Wednesday, 28 June 2017

Joint Oireachtas Committee on Housing, Planning, Community and Local Government

Housing and Rental Market: Discussion (Resumed)

1:30 pm

Photo of Eoin Ó BroinEoin Ó Broin (Dublin Mid West, Sinn Fein) | Oireachtas source

I thank the witnesses for their submissions. They are really helpful. This committee is looking at two issues which are separate but related. The first is what is the best way, in our view, for the short-term letting sector to be regulated for its own benefit, both in terms of hosts and people availing of the services. We are also concerned, however, with ensuring that those regulations prevent people from abusing short-term letting platforms or the short-term letting sector to evade existing regulations for commercial landlords and that they prevent any other unintended consequences arising from genuine peer-to-peer home-sharing or short lets. Those are the two things which we are looking at.

All members of the committee have pretty consistently said that we do not believe that short-term lets caused the homelessness crisis. That is clear. I believe most of us would have a similar view, to some degree, to Mr. McCafferty. At the same time, given the fact that short-term lets are so heavily concentrated in four postal codes in the centre of Dublin - Dublin 1, Dublin 7, Dublin 2 and Dublin 8 - and given that they are often in areas where people at risk of homelessness can get their foot into some kind of lower-cost rental accommodation, we really want to make sure that, in that very defined area, there are not negative spillovers from what is clearly a positive development in terms of tourism and income generation for hard-pressed families.

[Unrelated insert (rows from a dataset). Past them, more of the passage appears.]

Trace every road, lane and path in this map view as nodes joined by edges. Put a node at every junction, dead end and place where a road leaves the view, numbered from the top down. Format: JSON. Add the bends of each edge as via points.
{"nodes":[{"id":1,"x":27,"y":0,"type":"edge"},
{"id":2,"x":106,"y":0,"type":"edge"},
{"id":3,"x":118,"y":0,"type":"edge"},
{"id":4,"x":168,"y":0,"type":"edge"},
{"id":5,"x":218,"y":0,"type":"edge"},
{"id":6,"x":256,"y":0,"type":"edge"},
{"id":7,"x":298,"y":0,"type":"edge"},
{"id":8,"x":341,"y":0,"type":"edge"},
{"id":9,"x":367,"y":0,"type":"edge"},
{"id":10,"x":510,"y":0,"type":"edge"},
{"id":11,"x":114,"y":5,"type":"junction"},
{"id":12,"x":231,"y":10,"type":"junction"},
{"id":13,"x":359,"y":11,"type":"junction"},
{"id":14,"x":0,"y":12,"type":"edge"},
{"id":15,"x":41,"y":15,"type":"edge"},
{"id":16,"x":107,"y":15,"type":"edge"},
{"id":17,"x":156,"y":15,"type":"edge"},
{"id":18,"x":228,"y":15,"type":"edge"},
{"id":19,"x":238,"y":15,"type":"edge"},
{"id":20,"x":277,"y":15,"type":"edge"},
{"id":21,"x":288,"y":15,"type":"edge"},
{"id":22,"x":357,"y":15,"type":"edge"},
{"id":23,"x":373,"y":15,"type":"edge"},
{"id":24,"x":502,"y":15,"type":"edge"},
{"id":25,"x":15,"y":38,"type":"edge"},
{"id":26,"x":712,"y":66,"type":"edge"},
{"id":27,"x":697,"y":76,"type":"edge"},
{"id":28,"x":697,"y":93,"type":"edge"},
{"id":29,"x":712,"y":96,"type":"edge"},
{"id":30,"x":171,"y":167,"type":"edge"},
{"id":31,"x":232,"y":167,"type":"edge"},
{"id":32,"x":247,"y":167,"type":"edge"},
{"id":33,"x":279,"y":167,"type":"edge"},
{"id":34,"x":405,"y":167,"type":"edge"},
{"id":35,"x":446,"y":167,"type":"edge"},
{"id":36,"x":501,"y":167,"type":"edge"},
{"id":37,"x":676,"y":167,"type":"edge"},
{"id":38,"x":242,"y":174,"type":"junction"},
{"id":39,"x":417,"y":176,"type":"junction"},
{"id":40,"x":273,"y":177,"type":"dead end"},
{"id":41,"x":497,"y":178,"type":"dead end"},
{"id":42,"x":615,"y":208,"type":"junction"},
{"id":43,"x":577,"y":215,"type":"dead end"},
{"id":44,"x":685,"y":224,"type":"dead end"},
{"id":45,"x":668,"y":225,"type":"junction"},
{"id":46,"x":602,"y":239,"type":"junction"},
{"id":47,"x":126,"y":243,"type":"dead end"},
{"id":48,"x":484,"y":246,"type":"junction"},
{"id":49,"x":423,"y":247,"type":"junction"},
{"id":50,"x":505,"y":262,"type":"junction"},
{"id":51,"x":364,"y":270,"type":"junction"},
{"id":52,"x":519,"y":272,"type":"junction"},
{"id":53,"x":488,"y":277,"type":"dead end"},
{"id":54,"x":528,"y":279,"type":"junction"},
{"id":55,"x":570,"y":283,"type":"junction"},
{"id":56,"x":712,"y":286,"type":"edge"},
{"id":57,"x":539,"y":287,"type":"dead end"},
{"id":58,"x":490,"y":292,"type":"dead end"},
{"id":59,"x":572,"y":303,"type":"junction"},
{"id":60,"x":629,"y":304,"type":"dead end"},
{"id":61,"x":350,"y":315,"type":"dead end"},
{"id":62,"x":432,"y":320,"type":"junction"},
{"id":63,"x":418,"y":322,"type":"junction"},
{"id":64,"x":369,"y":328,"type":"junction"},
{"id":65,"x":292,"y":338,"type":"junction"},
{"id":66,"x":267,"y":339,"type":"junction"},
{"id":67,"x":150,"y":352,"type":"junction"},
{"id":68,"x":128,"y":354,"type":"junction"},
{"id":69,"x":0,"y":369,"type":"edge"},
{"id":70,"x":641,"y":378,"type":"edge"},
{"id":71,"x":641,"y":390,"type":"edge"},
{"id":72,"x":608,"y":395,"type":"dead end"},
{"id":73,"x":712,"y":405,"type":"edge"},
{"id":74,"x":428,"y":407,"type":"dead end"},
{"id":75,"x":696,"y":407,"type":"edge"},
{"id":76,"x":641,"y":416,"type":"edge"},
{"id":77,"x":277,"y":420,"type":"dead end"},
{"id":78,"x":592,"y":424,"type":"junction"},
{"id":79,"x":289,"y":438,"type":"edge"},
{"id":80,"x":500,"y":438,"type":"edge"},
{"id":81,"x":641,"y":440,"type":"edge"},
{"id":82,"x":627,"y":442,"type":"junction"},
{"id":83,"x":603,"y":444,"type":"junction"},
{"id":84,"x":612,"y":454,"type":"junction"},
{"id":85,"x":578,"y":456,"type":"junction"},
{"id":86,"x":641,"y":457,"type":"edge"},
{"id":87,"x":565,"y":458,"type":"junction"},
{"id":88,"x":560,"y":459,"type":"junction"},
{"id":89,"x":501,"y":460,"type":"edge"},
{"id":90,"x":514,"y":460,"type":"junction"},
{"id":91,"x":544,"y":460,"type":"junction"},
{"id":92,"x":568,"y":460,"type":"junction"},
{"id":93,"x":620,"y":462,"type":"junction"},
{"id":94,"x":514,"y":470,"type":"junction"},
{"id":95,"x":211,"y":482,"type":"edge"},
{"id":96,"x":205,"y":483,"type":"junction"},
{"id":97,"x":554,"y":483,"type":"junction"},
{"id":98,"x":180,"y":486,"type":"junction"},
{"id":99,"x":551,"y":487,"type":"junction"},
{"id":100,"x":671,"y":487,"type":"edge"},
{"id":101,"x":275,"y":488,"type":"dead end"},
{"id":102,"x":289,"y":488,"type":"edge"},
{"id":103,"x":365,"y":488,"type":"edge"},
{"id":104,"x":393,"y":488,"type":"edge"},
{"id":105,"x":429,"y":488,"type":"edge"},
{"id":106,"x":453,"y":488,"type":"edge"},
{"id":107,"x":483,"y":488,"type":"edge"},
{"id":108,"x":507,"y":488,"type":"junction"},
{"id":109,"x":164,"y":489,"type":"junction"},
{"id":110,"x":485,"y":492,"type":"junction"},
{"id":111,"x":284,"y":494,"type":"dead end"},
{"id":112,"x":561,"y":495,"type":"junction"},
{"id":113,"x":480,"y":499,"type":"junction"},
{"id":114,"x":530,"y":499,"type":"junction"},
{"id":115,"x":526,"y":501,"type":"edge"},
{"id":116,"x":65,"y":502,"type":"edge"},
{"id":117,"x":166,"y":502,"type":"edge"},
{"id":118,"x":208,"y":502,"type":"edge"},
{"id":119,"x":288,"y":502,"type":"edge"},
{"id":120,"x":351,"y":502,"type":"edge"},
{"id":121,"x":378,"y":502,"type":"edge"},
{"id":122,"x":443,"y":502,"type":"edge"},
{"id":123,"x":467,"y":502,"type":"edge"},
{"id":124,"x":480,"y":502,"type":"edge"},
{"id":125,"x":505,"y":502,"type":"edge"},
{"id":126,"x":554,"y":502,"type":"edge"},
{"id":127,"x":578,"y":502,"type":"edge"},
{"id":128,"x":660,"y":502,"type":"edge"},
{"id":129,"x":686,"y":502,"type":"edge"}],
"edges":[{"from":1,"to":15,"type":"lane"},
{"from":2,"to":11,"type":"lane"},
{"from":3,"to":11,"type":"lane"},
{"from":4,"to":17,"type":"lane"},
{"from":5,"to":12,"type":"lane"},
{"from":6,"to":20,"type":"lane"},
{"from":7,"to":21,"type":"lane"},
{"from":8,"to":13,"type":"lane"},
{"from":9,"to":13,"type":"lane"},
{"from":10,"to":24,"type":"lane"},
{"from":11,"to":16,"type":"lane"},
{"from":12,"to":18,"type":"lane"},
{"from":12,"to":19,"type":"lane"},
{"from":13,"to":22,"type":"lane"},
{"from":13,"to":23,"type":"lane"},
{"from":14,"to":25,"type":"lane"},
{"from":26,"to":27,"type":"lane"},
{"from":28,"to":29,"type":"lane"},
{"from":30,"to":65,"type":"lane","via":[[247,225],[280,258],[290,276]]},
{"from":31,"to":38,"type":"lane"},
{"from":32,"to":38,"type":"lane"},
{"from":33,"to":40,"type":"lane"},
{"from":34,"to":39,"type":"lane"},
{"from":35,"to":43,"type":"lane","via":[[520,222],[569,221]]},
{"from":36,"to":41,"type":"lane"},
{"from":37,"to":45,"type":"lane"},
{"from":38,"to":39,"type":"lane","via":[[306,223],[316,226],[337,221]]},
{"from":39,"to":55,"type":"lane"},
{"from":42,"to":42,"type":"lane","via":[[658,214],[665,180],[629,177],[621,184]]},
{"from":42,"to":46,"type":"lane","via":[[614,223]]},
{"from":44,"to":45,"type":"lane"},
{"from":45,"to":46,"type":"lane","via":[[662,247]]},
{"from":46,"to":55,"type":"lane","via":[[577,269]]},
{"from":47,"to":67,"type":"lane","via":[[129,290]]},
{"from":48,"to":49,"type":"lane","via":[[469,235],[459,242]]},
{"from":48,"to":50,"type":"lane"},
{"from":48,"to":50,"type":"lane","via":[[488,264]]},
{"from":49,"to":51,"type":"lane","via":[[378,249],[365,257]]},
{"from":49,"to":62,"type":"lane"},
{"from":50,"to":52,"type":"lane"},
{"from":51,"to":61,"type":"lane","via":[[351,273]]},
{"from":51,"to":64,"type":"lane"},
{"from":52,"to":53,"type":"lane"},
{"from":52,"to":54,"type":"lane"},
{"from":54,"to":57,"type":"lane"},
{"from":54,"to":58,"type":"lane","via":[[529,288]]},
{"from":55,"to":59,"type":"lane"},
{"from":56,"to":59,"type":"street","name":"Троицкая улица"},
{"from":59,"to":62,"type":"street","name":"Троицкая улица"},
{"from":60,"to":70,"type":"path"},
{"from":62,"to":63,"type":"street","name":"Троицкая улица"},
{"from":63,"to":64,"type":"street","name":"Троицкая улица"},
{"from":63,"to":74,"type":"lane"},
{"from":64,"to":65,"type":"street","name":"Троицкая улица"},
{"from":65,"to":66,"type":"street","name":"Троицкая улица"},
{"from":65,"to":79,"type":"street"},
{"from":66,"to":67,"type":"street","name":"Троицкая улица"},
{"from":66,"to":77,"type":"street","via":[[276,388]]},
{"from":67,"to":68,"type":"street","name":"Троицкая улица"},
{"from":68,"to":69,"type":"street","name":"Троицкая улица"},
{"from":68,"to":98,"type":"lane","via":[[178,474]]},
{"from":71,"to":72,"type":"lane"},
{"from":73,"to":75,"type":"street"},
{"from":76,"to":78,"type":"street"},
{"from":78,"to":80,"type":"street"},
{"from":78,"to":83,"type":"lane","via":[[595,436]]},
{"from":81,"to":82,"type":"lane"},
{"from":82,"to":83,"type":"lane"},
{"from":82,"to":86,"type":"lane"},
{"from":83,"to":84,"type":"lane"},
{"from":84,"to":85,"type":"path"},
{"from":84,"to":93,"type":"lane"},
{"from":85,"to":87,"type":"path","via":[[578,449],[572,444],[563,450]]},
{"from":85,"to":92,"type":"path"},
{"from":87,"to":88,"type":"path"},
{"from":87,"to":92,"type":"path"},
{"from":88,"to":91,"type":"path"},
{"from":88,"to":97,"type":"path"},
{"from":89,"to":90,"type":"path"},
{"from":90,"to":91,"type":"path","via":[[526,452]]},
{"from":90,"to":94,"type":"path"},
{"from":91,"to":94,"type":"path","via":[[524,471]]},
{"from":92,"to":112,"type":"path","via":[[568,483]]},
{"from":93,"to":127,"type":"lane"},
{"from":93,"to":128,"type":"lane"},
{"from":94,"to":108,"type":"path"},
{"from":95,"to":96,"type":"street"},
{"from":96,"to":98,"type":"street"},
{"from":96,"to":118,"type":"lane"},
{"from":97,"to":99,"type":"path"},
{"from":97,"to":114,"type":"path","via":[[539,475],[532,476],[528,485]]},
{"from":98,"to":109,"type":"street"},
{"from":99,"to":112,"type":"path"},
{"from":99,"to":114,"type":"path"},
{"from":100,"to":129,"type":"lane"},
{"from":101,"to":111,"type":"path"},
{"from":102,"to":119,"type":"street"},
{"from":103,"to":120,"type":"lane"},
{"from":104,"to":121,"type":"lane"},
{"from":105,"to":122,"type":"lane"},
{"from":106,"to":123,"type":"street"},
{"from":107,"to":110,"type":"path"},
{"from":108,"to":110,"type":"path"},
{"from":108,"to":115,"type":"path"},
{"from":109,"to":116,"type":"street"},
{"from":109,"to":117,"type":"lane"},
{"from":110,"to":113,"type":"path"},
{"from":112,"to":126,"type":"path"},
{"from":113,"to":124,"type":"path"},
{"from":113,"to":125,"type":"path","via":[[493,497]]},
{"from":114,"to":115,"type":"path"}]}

Obviously Mr. McCafferty will not have data, but knowing those four Dublin city areas as well as Threshold does, is there any anecdotal evidence that there is some displacement from properties that previously would have been commercially rented properties, particularly at the lower end of the market in, for example, Mountjoy Square or Stoneybatter, shifting over into short-term lets?

A lot of the issues Mr. Elliot has raised are really interesting. Has the Department's working group on short-term letting regulations contacted him? Is he considering making a written submission? While that information is really interesting to the committee, Mr. Elliot's input could certainly be of value in the Department's considerations.

From Dr. Lyons's knowledge of how the regulation of the sector for its own benefit has operated in other jurisdictions, what is his preferred model? I would also like to hear what he has to say specifically on the potential impact on lower-income housing supply in those four Dublin city areas. The impact of 3,800 lettings across Dublin or the State would be miniscule, but if one was to take 500 or 700 properties and put them all in Dublin 1 it could have a very significant impact in that very defined area. Is that something Dr. Lyons has look at? What are his thoughts on it?